If you have separate applications, you can coordinate autonomous actions among the applications. You can coordinate autonomous actions as a single logical unit of work. Autonomous actions are actions that involve multiple server groups and/or multiple resource manager interfaces.

Fault Tolerance

  1. Fault-tolerant is the ability of a computer system or component so that, in the event that a component fails, a backup component or procedure can immediately take its place with no loss of service.
  2. Fault tolerance can be provi
  3. ded with software, or embedded in hardware, or provided by some combination.
  4. In the software implementation, the operating system provides an interface that allows a programmer to “checkpoint” critical data at pre-determined points within a transaction.
  5. In the hardware implementation (for example, with Stratus and its VOS operating system), the programmer does not need to be aware of the fault-tolerant capabilities of the machine.
  6. At a hardware level, fault tolerance is achieved by duplexing each hardware component. Disks are mirrored.
  7. Multiple processors are “lock-stepped” together and their outputs are compared for correctness.
  8. When an anomaly occurs, the faulty component is determined and taken out of service, but the machine continues to function as usual.
  9. A fault-tolerant design enables a system to continue its intended operation, possibly at a reduced level, rather than failing completely, when some part of the system fails.
  10. The term is most commonly used to describe computer systems designed to continue more or less fully operational with, perhaps, a reduction in throughput or an increase inresponse time in the event of some partial failure.
  11. That is, the system as a whole is not stopped due to problems either in the hardware or the software.
  12. An example in another field is a motor vehicle designed so it will continue to be drivable if one of the tires is punctured.
  13. A structure is able to retain its integrity in the presence of damage due to causes such as fatigue, corrosion, manufacturing flaws, or impact.
  14. Within the scope of an individual system, fault tolerance can be achieved by anticipating exceptional conditions and building the system to cope with them, and, in general, aiming for self-stabilization so that the system converges towards an error-free state.
  15. However, if the consequences of a system failure are catastrophic, or the cost of making it sufficiently reliable is very high, a better solution may be to use some form of duplication.

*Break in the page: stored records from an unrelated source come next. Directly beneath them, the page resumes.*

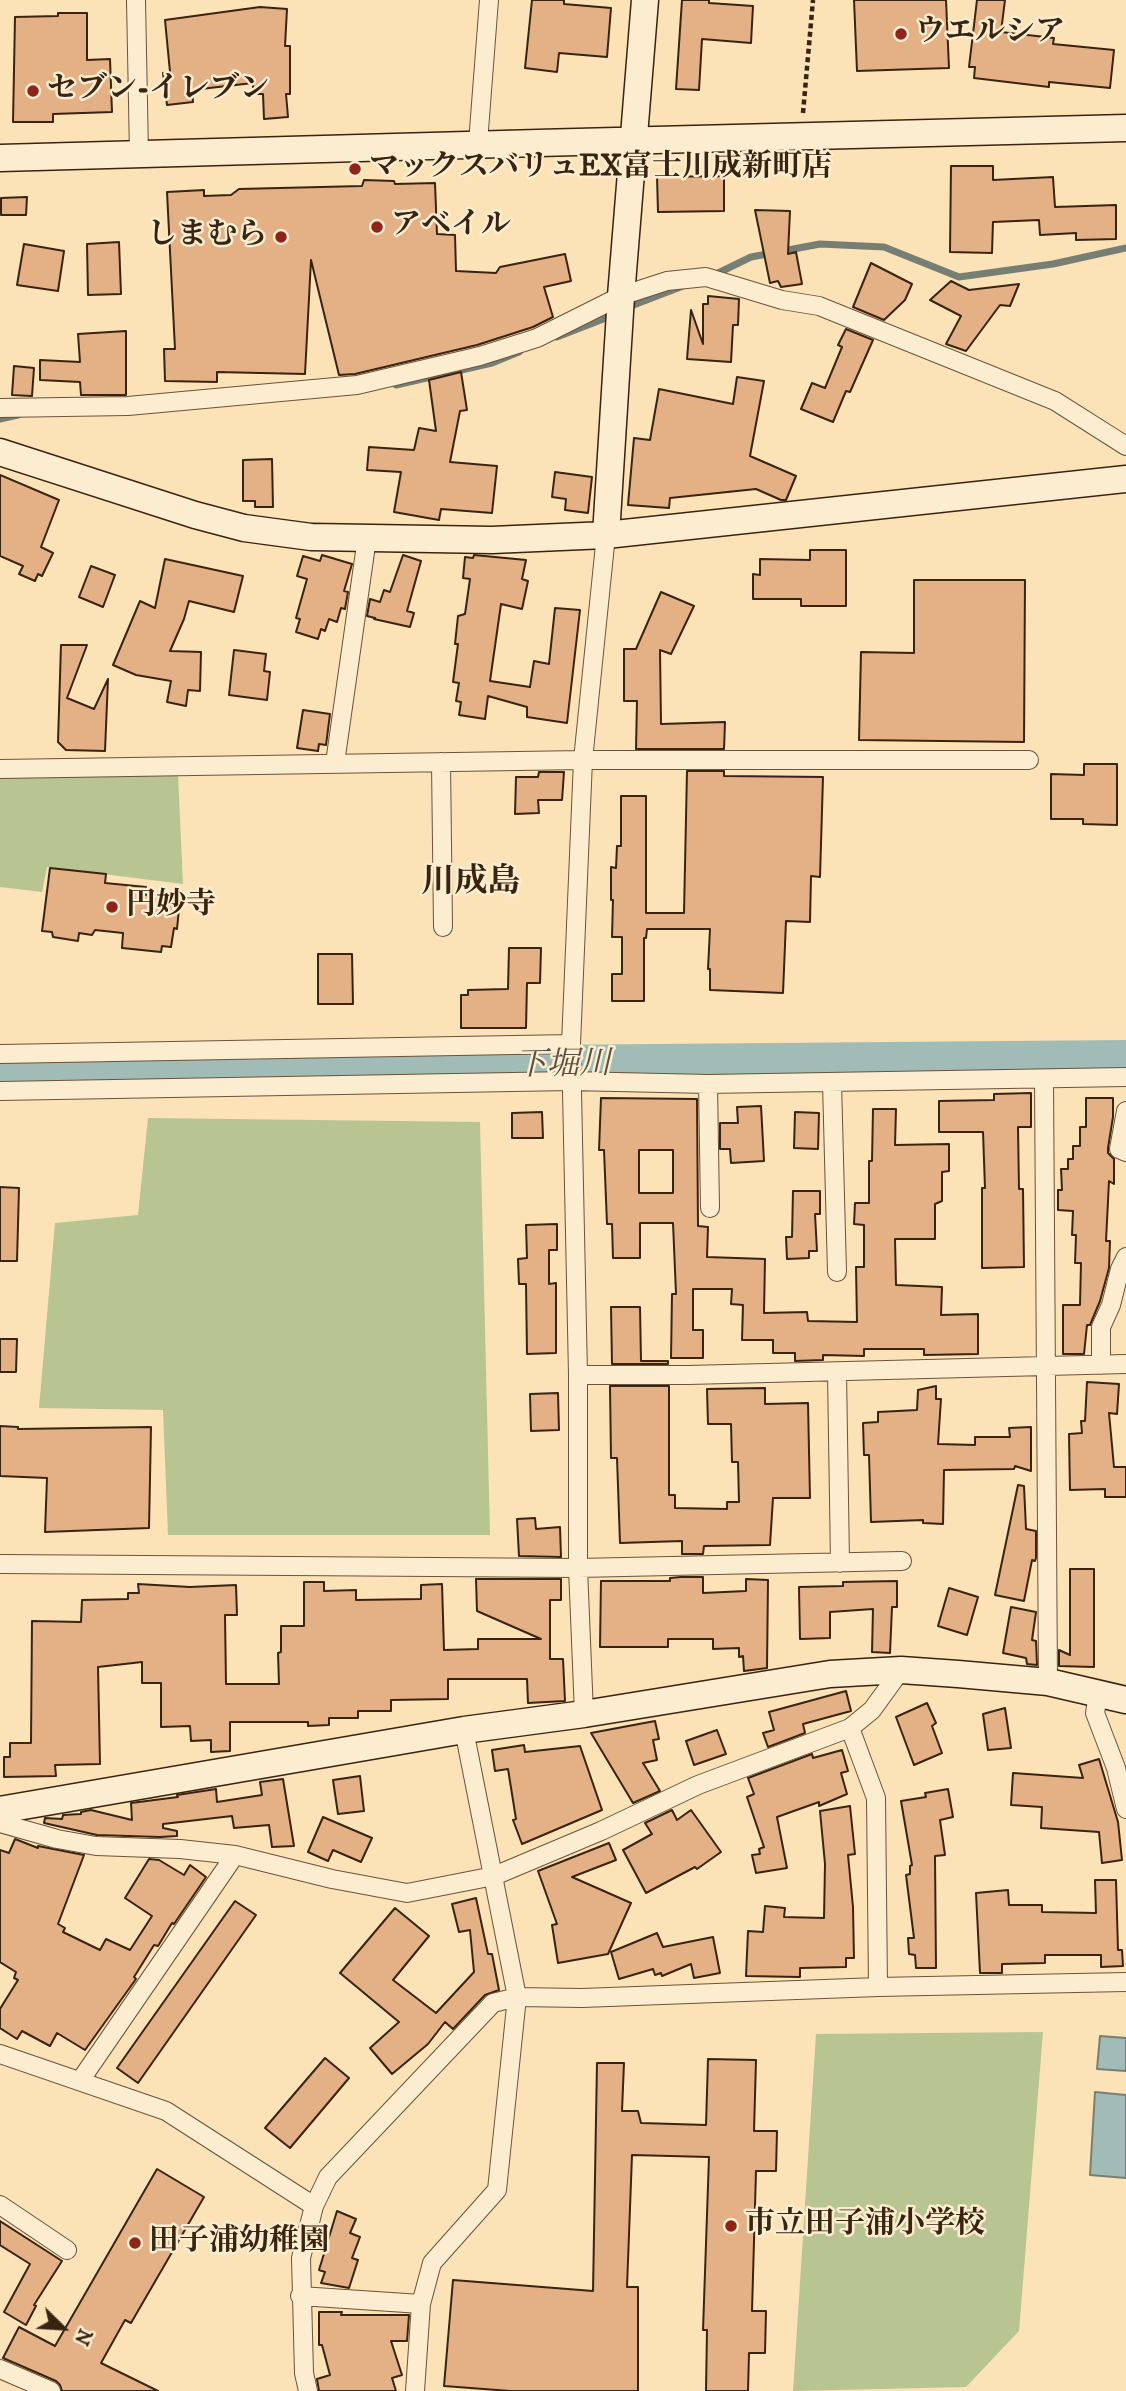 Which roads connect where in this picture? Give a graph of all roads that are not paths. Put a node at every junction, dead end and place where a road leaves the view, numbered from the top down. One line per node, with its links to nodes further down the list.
1 (136, 0): 7 (street)
2 (489, 0): 6 (street)
3 (645, 0): 5 (street)
4 (1126, 128): 5 (street)
5 (633, 141): 6 (street); 9 (street)
6 (478, 143): 7 (street)
7 (139, 154): 8 (street)
8 (0, 158)
9 (621, 296): 10 (street); 11 (street); 14 (street)
10 (0, 408)
11 (1126, 446)
12 (0, 453): 15 (street)
13 (1126, 479): 14 (street)
14 (606, 535): 15 (street); 16 (street)
15 (367, 538): 19 (street)
16 (583, 760): 17 (street); 18 (street); 22 (street)
17 (1029, 760)
18 (441, 762): 19 (street); 21 (street)
19 (335, 763): 20 (street)
20 (0, 769)
21 (443, 927)
22 (570, 1044): 23 (street); 26 (street)
23 (0, 1054)
24 (1126, 1077): 25 (street)
25 (1044, 1079): 27 (street); 37 (street)
26 (570, 1080): 28 (street); 29 (street); 39 (street)
27 (832, 1083): 28 (street); 34 (street)
28 (708, 1084): 32 (street)
29 (0, 1091)
30 (1126, 1111): 31 (street)
31 (1126, 1152)
32 (710, 1208)
33 (1126, 1257): 36 (street)
34 (837, 1272)
35 (1126, 1364): 36 (street)
36 (1101, 1365): 37 (street)
37 (1044, 1367): 38 (street); 45 (street)
38 (837, 1371): 39 (street); 41 (street)
39 (578, 1375): 43 (street)
40 (902, 1561): 41 (street)
41 (839, 1563): 43 (street)
42 (0, 1564): 43 (street)
43 (578, 1568): 48 (street)
44 (901, 1670): 45 (street); 48 (street); 49 (street)
45 (1048, 1682): 46 (street)
46 (1098, 1694): 47 (street); 51 (street)
47 (1126, 1700)
48 (584, 1714): 50 (street)
49 (850, 1728): 55 (street); 57 (street)
50 (464, 1730): 52 (street); 55 (street)
51 (1126, 1809)
52 (0, 1810)
53 (0, 1823): 54 (street)
54 (235, 1855): 55 (street); 60 (street)
55 (494, 1876): 58 (street)
56 (1126, 1983): 57 (street)
57 (878, 1987): 58 (street)
58 (517, 1997): 62 (street); 65 (street)
59 (0, 2054): 60 (street)
60 (80, 2081): 62 (street)
61 (0, 2205): 63 (street)
62 (314, 2206): 64 (street)
63 (66, 2250)
64 (300, 2296): 65 (street); 68 (street)
65 (421, 2304): 69 (street)
66 (0, 2368): 67 (street)
67 (51, 2391)
68 (308, 2391)
69 (415, 2391)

Faults can be classified into one of three categories

1. Transient faults

These occur once and then disappear. For example, a network message doesn’t reach its destination but does when the message is retransmitted.

2. Intermittent faults

Intermittent faults are characterized by a fault occurring, then vanishing again, then reoccurring, then vanishing … These can be the most annoying of component faults. A loose connection is an example of this kind of fault.

3. Permanent faults

This type of failure is persistent: it continues to exist until the faulty component is repaired or replaced. Examples of this fault are disk head crashes, software bugs, and burnt-out power supplies.

Reliability and Availability Techniques

  • Two approaches to increasing system reliability are fault avoidance and fault tolerance.
  • Fault avoidance results from conservative design practices such as the use of high-reliability parts.
  • Though the goal of fault avoidance is to reduce the likelihood of failure, even after the most careful application of fault-avoidance techniques, failures will occur eventually owing to defects in the system.
  • In comparison to this approach, fault tolerance appears much better, as fault tolerance approaches the system design with the assumptions that defects would very much likely surface any way during system operational stage, so that the design is orientated towards making the system keep operating correctly with the presence of defects.
  • Redundancy is a very classic technique used in both fault avoidance and fault tolerance approaches.
  • With the redundancy technique a system could highly likely pass the ten fault response stages listed above.